◆ Task prompt ◆
Using the records that follow, copy every line containing the word "numbered".

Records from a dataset
##########

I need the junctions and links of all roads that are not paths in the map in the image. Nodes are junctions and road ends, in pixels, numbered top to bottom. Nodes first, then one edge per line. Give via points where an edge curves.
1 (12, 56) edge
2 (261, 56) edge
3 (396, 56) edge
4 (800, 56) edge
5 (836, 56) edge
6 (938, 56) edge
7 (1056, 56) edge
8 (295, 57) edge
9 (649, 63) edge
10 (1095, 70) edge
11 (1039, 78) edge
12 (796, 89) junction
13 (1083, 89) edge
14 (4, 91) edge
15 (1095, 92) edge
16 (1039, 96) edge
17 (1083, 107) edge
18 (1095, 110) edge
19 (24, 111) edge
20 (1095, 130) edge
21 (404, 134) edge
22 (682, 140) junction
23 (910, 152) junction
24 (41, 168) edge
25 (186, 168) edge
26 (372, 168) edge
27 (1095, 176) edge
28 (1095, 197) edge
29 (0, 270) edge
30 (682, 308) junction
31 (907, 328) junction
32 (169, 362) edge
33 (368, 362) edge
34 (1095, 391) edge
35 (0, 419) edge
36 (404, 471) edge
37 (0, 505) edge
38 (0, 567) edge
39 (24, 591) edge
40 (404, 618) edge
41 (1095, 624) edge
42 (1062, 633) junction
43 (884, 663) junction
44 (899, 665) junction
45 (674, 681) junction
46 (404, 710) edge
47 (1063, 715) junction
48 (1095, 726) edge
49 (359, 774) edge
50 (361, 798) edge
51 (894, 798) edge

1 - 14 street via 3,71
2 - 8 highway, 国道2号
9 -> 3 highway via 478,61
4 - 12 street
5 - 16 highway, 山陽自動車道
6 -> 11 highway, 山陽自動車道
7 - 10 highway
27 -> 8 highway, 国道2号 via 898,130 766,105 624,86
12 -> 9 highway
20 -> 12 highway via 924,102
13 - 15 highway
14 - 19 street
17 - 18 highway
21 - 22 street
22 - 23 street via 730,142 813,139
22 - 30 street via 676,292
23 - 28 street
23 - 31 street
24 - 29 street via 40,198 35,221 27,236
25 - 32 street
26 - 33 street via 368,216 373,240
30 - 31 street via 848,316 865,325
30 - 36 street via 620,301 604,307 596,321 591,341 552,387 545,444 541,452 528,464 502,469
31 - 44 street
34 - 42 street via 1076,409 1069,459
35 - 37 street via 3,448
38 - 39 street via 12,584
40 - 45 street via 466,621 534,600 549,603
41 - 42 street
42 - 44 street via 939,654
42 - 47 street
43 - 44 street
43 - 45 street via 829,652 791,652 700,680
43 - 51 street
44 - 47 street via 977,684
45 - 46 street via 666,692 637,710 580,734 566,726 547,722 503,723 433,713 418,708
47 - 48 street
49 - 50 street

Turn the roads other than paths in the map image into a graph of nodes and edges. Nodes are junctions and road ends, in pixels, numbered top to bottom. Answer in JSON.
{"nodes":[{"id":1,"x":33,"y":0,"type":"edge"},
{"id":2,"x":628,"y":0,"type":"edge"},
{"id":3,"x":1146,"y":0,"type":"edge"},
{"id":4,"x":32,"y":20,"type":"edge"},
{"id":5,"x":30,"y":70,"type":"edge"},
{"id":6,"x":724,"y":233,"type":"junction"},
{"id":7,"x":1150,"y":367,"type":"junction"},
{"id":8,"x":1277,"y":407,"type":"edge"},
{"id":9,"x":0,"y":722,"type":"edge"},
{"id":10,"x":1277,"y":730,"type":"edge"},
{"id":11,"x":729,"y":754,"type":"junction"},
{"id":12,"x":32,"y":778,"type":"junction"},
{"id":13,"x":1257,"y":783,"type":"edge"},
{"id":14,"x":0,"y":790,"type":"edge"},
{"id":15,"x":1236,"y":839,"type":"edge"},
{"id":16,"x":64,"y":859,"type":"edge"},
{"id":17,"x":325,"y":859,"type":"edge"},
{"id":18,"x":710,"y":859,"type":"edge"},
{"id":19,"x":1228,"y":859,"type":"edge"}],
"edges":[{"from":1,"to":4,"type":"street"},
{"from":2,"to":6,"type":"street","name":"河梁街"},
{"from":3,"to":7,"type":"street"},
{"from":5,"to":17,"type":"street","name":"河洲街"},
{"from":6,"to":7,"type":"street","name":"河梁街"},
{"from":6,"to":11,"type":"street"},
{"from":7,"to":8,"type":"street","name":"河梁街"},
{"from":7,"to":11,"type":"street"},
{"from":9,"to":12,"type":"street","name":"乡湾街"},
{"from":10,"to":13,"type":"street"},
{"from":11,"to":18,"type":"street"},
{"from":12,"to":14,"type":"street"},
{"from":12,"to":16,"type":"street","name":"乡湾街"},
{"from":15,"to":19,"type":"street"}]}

##########

◆ Solution to this problem ◆
I need the junctions and links of all roads that are not paths in the map in the image. Nodes are junctions and road ends, in pixels, numbered top to bottom. Nodes first, then one edge per line. Give via points where an edge curves.
Turn the roads other than paths in the map image into a graph of nodes and edges. Nodes are junctions and road ends, in pixels, numbered top to bottom. Answer in JSON.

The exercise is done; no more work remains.